Jordan remains remarkably tolerant and safe despite regional troubles
Tunisia is usually credited as the single bright spot of the Arab Spring. It established a liberal constitution and functioning democracy with a peaceful hand-over from an Islamic party to a secular government, though economic and terrorist challenges remain.
However, another star has emerged, Jordan. Though the monarchy was little troubled by Arab Spring demonstrations and has yet to establish a full democracy—it would be roughly comparable to Britain in the late 18th and early 19th centuries; a powerful monarchy with an emerging parliament—Jordan has succeeded where no other non-Gulf Arab state has, in economic reform.
Jordan has moved to the top 10 nations in the Fraser Institute’s Economic Freedom of the World Index.
This is crucial. Much research has shown that without liberal institutions, such as competitive markets, democracies become regressive and repressive.
When economic freedom is denied and governments or crony elites control the economy, being part of the “right” group, whether religious, tribal or ethnic, means everything—getting a good job, having opportunity, even the chance for corrupt looting of the state.
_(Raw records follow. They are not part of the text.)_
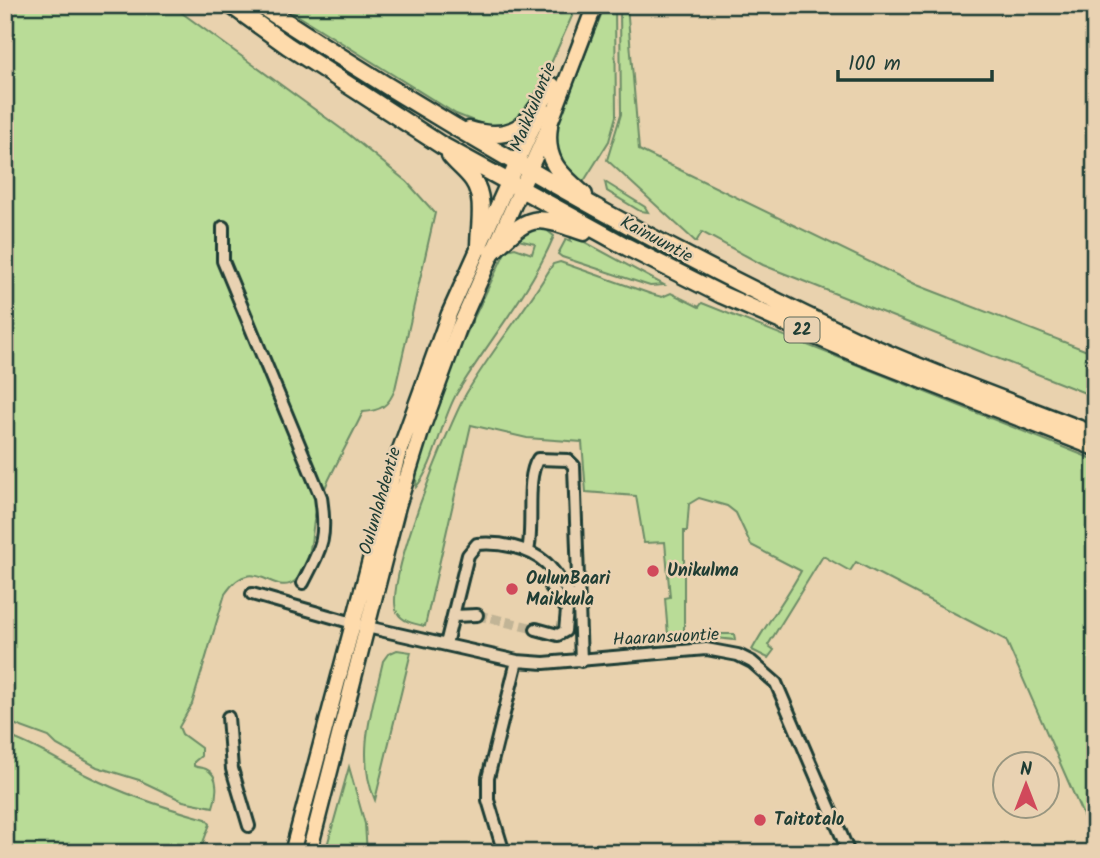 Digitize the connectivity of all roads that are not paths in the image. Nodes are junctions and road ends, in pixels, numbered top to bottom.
1 (231, 5) edge
2 (260, 5) edge
3 (595, 5) edge
4 (575, 56) junction
5 (552, 86) junction
6 (448, 123) junction
7 (549, 126) junction
8 (441, 145) junction
9 (522, 169) junction
10 (515, 186) junction
11 (605, 213) junction
12 (223, 227) dead end
13 (627, 247) junction
14 (485, 249) junction
15 (1095, 435) edge
16 (1095, 447) edge
17 (528, 551) junction
18 (554, 574) junction
19 (303, 583) dead end
20 (252, 594) dead end
21 (581, 608) junction
22 (454, 615) junction
23 (477, 615) tunnel mouth
24 (360, 625) junction
25 (536, 629) tunnel mouth
26 (446, 644) junction
27 (517, 661) junction
28 (581, 661) junction
29 (228, 717) dead end
30 (249, 827) dead end
31 (292, 853) edge
32 (309, 853) edge
33 (504, 853) edge
34 (849, 853) edge

1 - 8 highway, Kainuuntie / 22
2 - 6 highway, Kainuuntie / 22
3 - 4 main road, Maikkulantie
4 - 5 main road, Maikkulantie
4 - 7 main road, Maikkulantie
5 - 6 highway
5 - 9 main road, Maikkulantie
6 - 9 highway, Kainuuntie / 22
7 - 9 main road, Maikkulantie
7 - 11 highway
8 - 10 highway, Kainuuntie / 22
8 - 14 highway
9 - 10 main road, Oulunlahdentie
9 - 11 highway, Kainuuntie / 22
10 - 13 highway, Kainuuntie / 22
10 - 14 main road, Oulunlahdentie
11 - 15 highway, Kainuuntie / 22
12 - 19 street
13 - 14 highway
13 - 16 highway, Kainuuntie / 22
14 - 24 main road, Oulunlahdentie
17 - 18 street
17 - 21 street
17 - 22 street
18 - 21 street
18 - 25 street
20 - 24 street, Haaransuontie
21 - 28 street
22 - 23 street
22 - 26 street
24 - 26 street, Haaransuontie
24 - 31 main road, Oulunlahdentie
24 - 32 main road, Oulunlahdentie
26 - 27 street, Haaransuontie
27 - 28 street, Haaransuontie
27 - 33 street
28 - 34 street, Haaransuontie
29 - 30 street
This sets group against group in a desperate power struggle, all too obvious from the Arab world.
Open markets treat the individual as an individual rather than a member of a group. That brings members of different groups in peaceful contact through voluntary exchange. Studies have shown that economic freedom boosts tolerance, a necessary condition for successful democracies. Those who argue for state control should look around the world and try to identify a single stable, peaceful democracy without free markets.
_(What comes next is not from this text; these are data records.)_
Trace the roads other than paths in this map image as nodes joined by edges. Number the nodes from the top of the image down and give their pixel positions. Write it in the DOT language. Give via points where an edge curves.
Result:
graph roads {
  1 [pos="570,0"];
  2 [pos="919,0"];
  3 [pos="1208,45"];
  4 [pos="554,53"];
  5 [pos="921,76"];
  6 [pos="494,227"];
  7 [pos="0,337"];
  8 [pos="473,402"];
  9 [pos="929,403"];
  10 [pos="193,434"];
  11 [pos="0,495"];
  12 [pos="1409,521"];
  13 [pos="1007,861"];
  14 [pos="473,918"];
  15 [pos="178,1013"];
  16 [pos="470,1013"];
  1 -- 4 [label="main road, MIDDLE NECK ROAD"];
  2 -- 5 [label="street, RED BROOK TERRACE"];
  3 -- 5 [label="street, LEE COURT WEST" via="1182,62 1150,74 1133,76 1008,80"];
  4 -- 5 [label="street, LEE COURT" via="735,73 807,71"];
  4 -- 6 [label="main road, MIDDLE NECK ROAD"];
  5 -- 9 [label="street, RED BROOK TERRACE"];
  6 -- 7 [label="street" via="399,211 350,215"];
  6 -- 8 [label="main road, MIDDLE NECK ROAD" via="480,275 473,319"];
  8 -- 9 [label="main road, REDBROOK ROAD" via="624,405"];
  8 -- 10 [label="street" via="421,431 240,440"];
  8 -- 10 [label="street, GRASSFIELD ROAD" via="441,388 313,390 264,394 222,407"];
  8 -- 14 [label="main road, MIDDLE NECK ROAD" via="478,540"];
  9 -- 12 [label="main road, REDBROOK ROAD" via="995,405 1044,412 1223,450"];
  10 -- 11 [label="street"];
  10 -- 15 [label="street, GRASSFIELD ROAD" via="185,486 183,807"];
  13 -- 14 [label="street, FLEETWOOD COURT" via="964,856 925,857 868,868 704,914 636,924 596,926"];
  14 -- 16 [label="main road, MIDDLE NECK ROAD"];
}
I was recently in Jordan to address two meetings of more than 100 people each, sponsored by the Young Entrepreneurs of Jordan and the Friedrich Naumann Foundation for Freedom. High levels of economic freedom have been show in fact-based, peer-reviewed literature to promote economic growth and a number of other positive outcomes, including increased tolerance and civil peace.
The World Development Indictors show Jordan’s per capita economy, corrected for inflation, has grown by 130 per cent since 1975 compared to about 70 per cent regionally and globally ( the world average of all countries) over the same period. It has grown by 45 per cent since 2001, compared to 37 per cent regionally and 34 per cent globally.
This is a remarkable performance given the troubles in Jordan’s neighbourhood and its astonishing population growth, powered not just by births but also by a continuing flood of refugees and migrants. Jordan’s population of roughly eight million is four times larger than in 1975; if Canada had the same population growth, we would be a country of 100 million.
Jordan’s current refugee crisis, however, is unparalleled; almost 650,000 are already in Jordan and thousands more are trying to get in. That would be the equivalent to Canada accepting 2.5 million refugees.
Despite these pressures, Jordan remains a remarkably tolerant and safe place, as would be predicted by its level of economic freedom.
However, the refugee crisis, violence on Jordan’s borders, danger of radicalization, and European and U.S. financial crises have all taken their toll on Jordan’s growth in recent years, which has been modest, while debt and deficits have soared.
In the meetings, while a few pumped for protected business and large government, most demanded a competent, shrunken public service (now 42 per cent of the workforce), increased female participation (now under 20 per cent, low even for the region), and an educational system that produces work skills rather than pieces of paper that “qualify” graduates for civil service employment.
A former head of the Amman airport noted that when he became CEO he found one person working with five employees standing around to watch—the situation, he argued, of the civil service today.
That Jordanians remain tolerant while demanding significant reform in the most forthright terms in a public meeting speaks to the impact of its open economic policy and provides hope for the region.